**Exercise objective**
What is needed is an exact copy of the data below, pictures excluded.

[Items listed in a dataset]
★ ★ ★ ★ ★ ★ ★

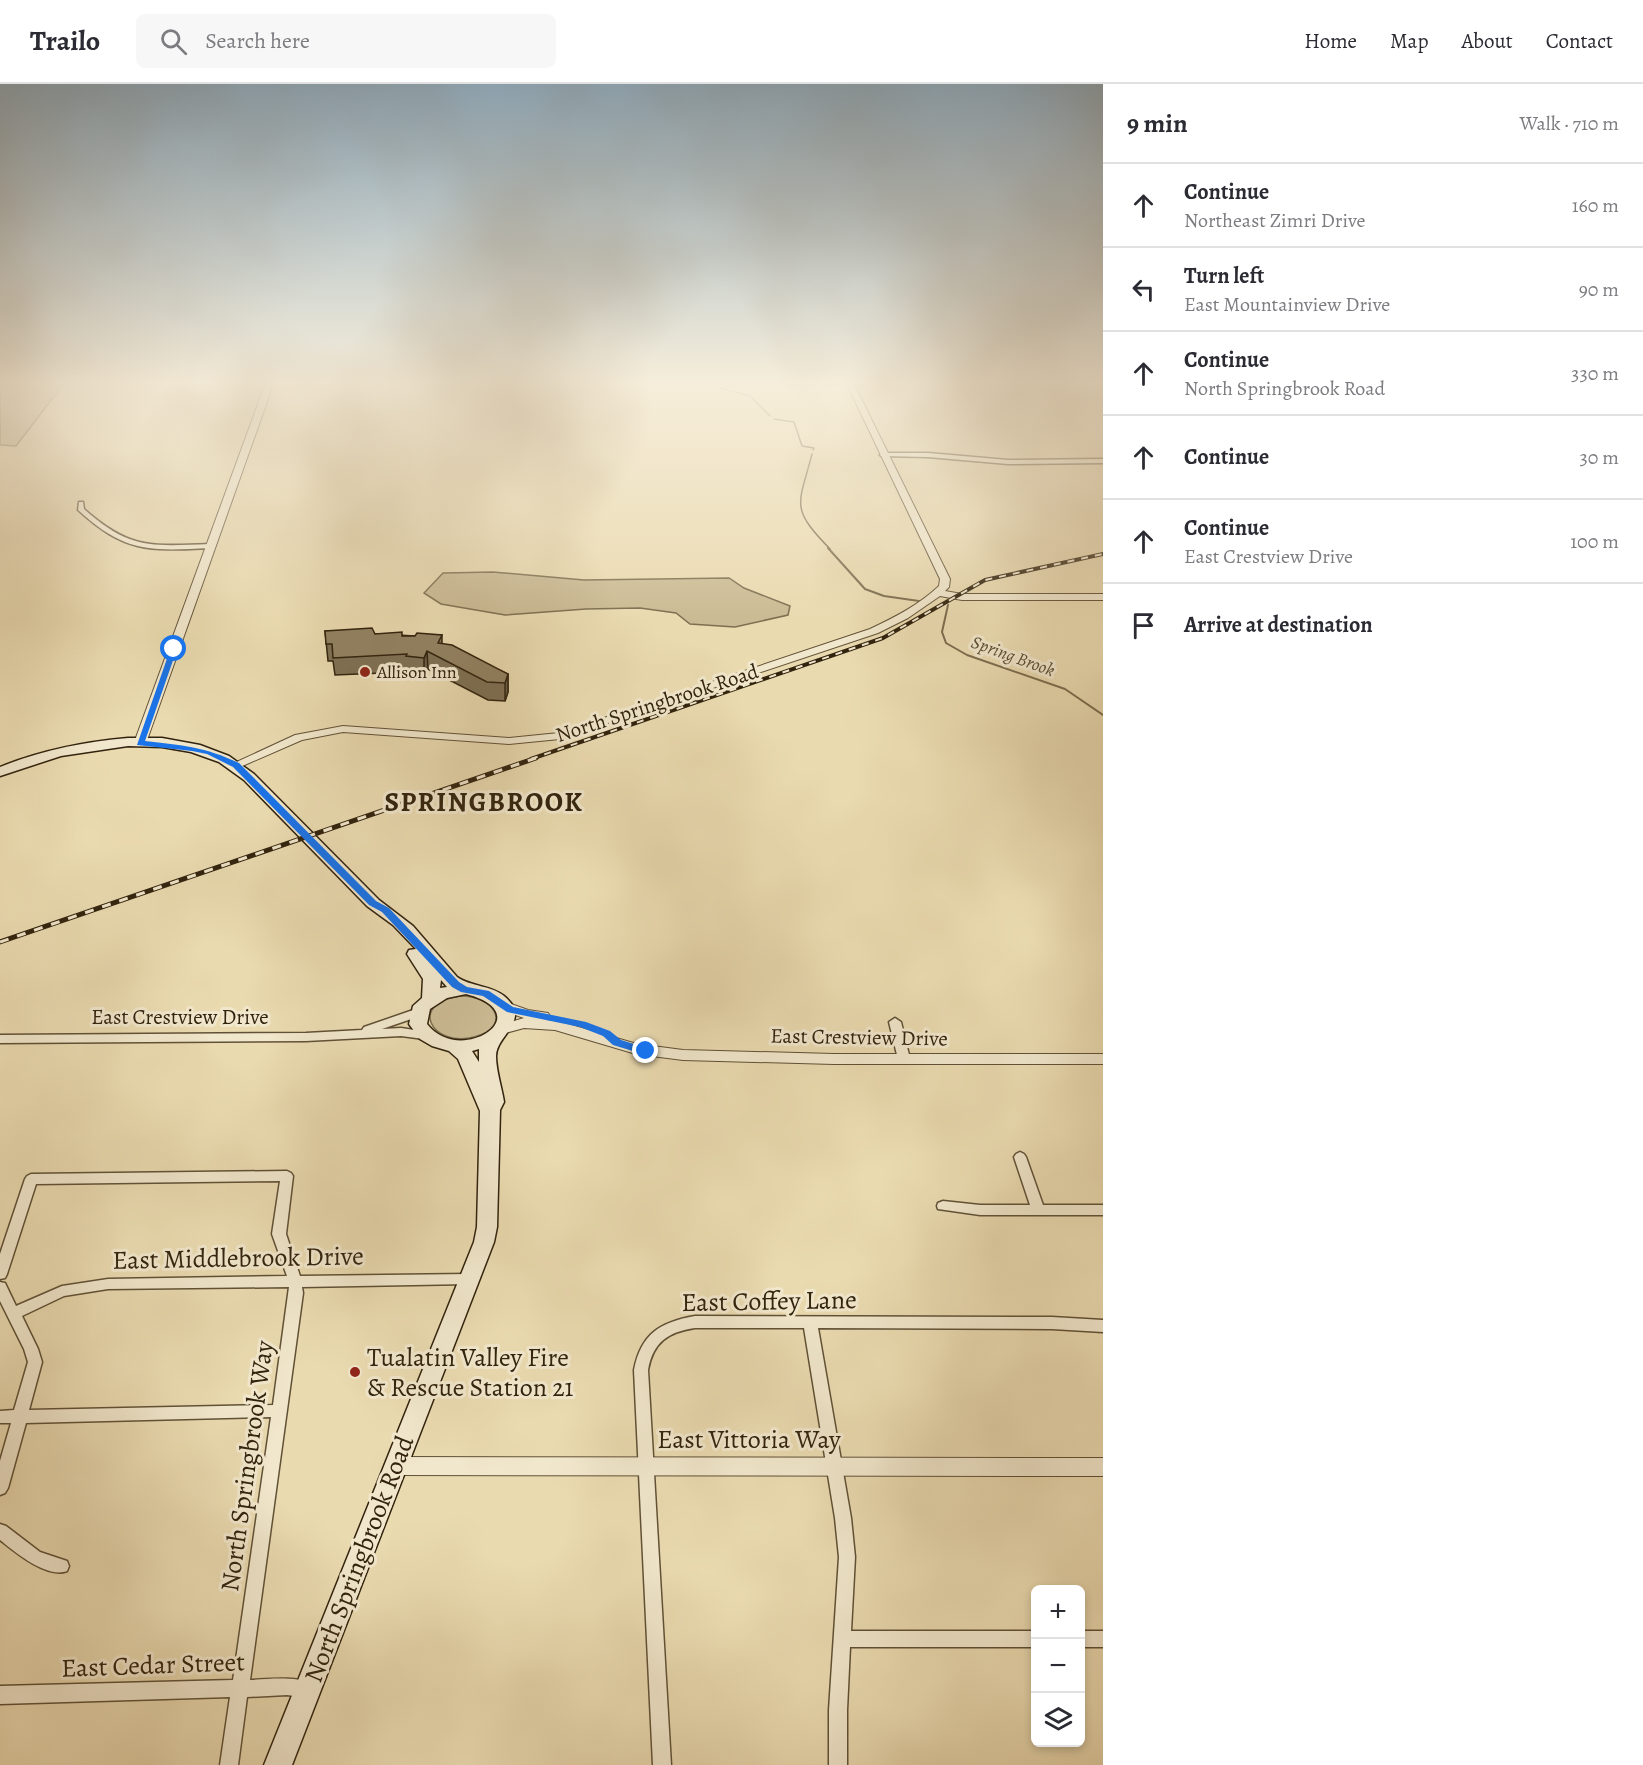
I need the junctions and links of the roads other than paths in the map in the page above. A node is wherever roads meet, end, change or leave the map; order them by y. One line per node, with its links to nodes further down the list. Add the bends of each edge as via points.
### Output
1 (241, 460): 6 (street)
2 (887, 460): 7 (street, via 943,573 946,583)
3 (990, 460): 4 (street)
4 (1103, 461)
5 (81, 503): 6 (street, via 80,509 91,520 127,544)
6 (210, 546): 9 (street)
7 (938, 593): 8 (street, via 962,597); 10 (street, North Springbrook Road, via 874,631 560,736 509,741 343,729 299,737)
8 (1103, 597)
9 (140, 743): 10 (main road, via 192,748); 11 (main road, via 49,754)
10 (236, 765): 12 (main road)
11 (0, 772)
12 (373, 903): 13 (main road, via 386,910 448,978); 14 (main road, via 376,913 426,967 433,982)
13 (465, 989): 14 (main road); 15 (main road, via 486,993)
14 (431, 998): 16 (main road)
15 (503, 1006): 19 (main road, via 506,1013); 22 (street, East Crestview Drive, via 582,1024)
16 (419, 1012): 18 (street, East Crestview Drive); 20 (main road, via 418,1023)
17 (895, 1022): 24 (street)
18 (361, 1033): 20 (street, East Crestview Drive); 21 (street, East Crestview Drive)
19 (496, 1034): 22 (street, East Crestview Drive, via 524,1023 556,1025); 23 (main road, via 480,1044); 26 (main road, North Springbrook Road, via 487,1056 495,1102)
20 (424, 1035): 23 (main road)
21 (1, 1041)
22 (617, 1043): 24 (street, East Crestview Drive, via 683,1055)
23 (456, 1047): 26 (main road, North Springbrook Road, via 469,1060 478,1077 483,1103)
24 (904, 1059): 25 (street, East Crestview Drive)
25 (1103, 1059)
26 (490, 1110): 32 (main road, North Springbrook Road, via 487,1227)
27 (1020, 1157): 29 (street)
28 (943, 1206): 29 (street)
29 (1038, 1210): 30 (street)
30 (1103, 1210)
31 (0, 1274): 33 (street, North Springbrook Way, via 31,1179 287,1176 279,1234)
32 (469, 1279): 33 (street, East Middlebrook Drive); 41 (main road, North Springbrook Road)
33 (295, 1281): 35 (street, East Middlebrook Drive, via 83,1287 62,1291); 38 (street, North Springbrook Way)
34 (0, 1287): 35 (street)
35 (13, 1314): 40 (street, via 34,1362)
36 (810, 1322): 37 (street, East Coffey Lane); 42 (street, East Coffey Lane, via 695,1322 670,1327 654,1339 645,1352 641,1370); 43 (street)
37 (1103, 1326)
38 (279, 1411): 40 (street); 52 (street, North Springbrook Way)
39 (0, 1416): 40 (street)
40 (21, 1416): 45 (street)
41 (396, 1466): 42 (street, East Vittoria Way); 53 (main road, North Springbrook Road)
42 (647, 1466): 43 (street, East Vittoria Way); 57 (street, East Coffey Lane)
43 (835, 1466): 44 (street, East Vittoria Way); 48 (street, via 847,1557)
44 (1103, 1467)
45 (0, 1488)
46 (0, 1531): 47 (street, via 35,1558)
47 (61, 1566)
48 (844, 1639): 49 (street); 58 (street)
49 (1031, 1639)
50 (1085, 1639): 51 (street)
51 (1103, 1639)
52 (239, 1688): 53 (street, East Cedar Street); 54 (street, East Cedar Street); 55 (street, North Springbrook Way)
53 (308, 1690): 56 (main road, North Springbrook Road)
54 (0, 1695)
55 (229, 1765)
56 (278, 1765)
57 (663, 1765)
58 (838, 1765)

★ ★ ★ ★ ★ ★ ★

**Problem solution**
I need the junctions and links of the roads other than paths in the map in the page above. A node is wherever roads meet, end, change or leave the map; order them by y. One line per node, with its links to nodes further down the list. Add the bends of each edge as via points.
### Output
1 (241, 460): 6 (street)
2 (887, 460): 7 (street, via 943,573 946,583)
3 (990, 460): 4 (street)
4 (1103, 461)
5 (81, 503): 6 (street, via 80,509 91,520 127,544)
6 (210, 546): 9 (street)
7 (938, 593): 8 (street, via 962,597); 10 (street, North Springbrook Road, via 874,631 560,736 509,741 343,729 299,737)
8 (1103, 597)
9 (140, 743): 10 (main road, via 192,748); 11 (main road, via 49,754)
10 (236, 765): 12 (main road)
11 (0, 772)
12 (373, 903): 13 (main road, via 386,910 448,978); 14 (main road, via 376,913 426,967 433,982)
13 (465, 989): 14 (main road); 15 (main road, via 486,993)
14 (431, 998): 16 (main road)
15 (503, 1006): 19 (main road, via 506,1013); 22 (street, East Crestview Drive, via 582,1024)
16 (419, 1012): 18 (street, East Crestview Drive); 20 (main road, via 418,1023)
17 (895, 1022): 24 (street)
18 (361, 1033): 20 (street, East Crestview Drive); 21 (street, East Crestview Drive)
19 (496, 1034): 22 (street, East Crestview Drive, via 524,1023 556,1025); 23 (main road, via 480,1044); 26 (main road, North Springbrook Road, via 487,1056 495,1102)
20 (424, 1035): 23 (main road)
21 (1, 1041)
22 (617, 1043): 24 (street, East Crestview Drive, via 683,1055)
23 (456, 1047): 26 (main road, North Springbrook Road, via 469,1060 478,1077 483,1103)
24 (904, 1059): 25 (street, East Crestview Drive)
25 (1103, 1059)
26 (490, 1110): 32 (main road, North Springbrook Road, via 487,1227)
27 (1020, 1157): 29 (street)
28 (943, 1206): 29 (street)
29 (1038, 1210): 30 (street)
30 (1103, 1210)
31 (0, 1274): 33 (street, North Springbrook Way, via 31,1179 287,1176 279,1234)
32 (469, 1279): 33 (street, East Middlebrook Drive); 41 (main road, North Springbrook Road)
33 (295, 1281): 35 (street, East Middlebrook Drive, via 83,1287 62,1291); 38 (street, North Springbrook Way)
34 (0, 1287): 35 (street)
35 (13, 1314): 40 (street, via 34,1362)
36 (810, 1322): 37 (street, East Coffey Lane); 42 (street, East Coffey Lane, via 695,1322 670,1327 654,1339 645,1352 641,1370); 43 (street)
37 (1103, 1326)
38 (279, 1411): 40 (street); 52 (street, North Springbrook Way)
39 (0, 1416): 40 (street)
40 (21, 1416): 45 (street)
41 (396, 1466): 42 (street, East Vittoria Way); 53 (main road, North Springbrook Road)
42 (647, 1466): 43 (street, East Vittoria Way); 57 (street, East Coffey Lane)
43 (835, 1466): 44 (street, East Vittoria Way); 48 (street, via 847,1557)
44 (1103, 1467)
45 (0, 1488)
46 (0, 1531): 47 (street, via 35,1558)
47 (61, 1566)
48 (844, 1639): 49 (street); 58 (street)
49 (1031, 1639)
50 (1085, 1639): 51 (street)
51 (1103, 1639)
52 (239, 1688): 53 (street, East Cedar Street); 54 (street, East Cedar Street); 55 (street, North Springbrook Way)
53 (308, 1690): 56 (main road, North Springbrook Road)
54 (0, 1695)
55 (229, 1765)
56 (278, 1765)
57 (663, 1765)
58 (838, 1765)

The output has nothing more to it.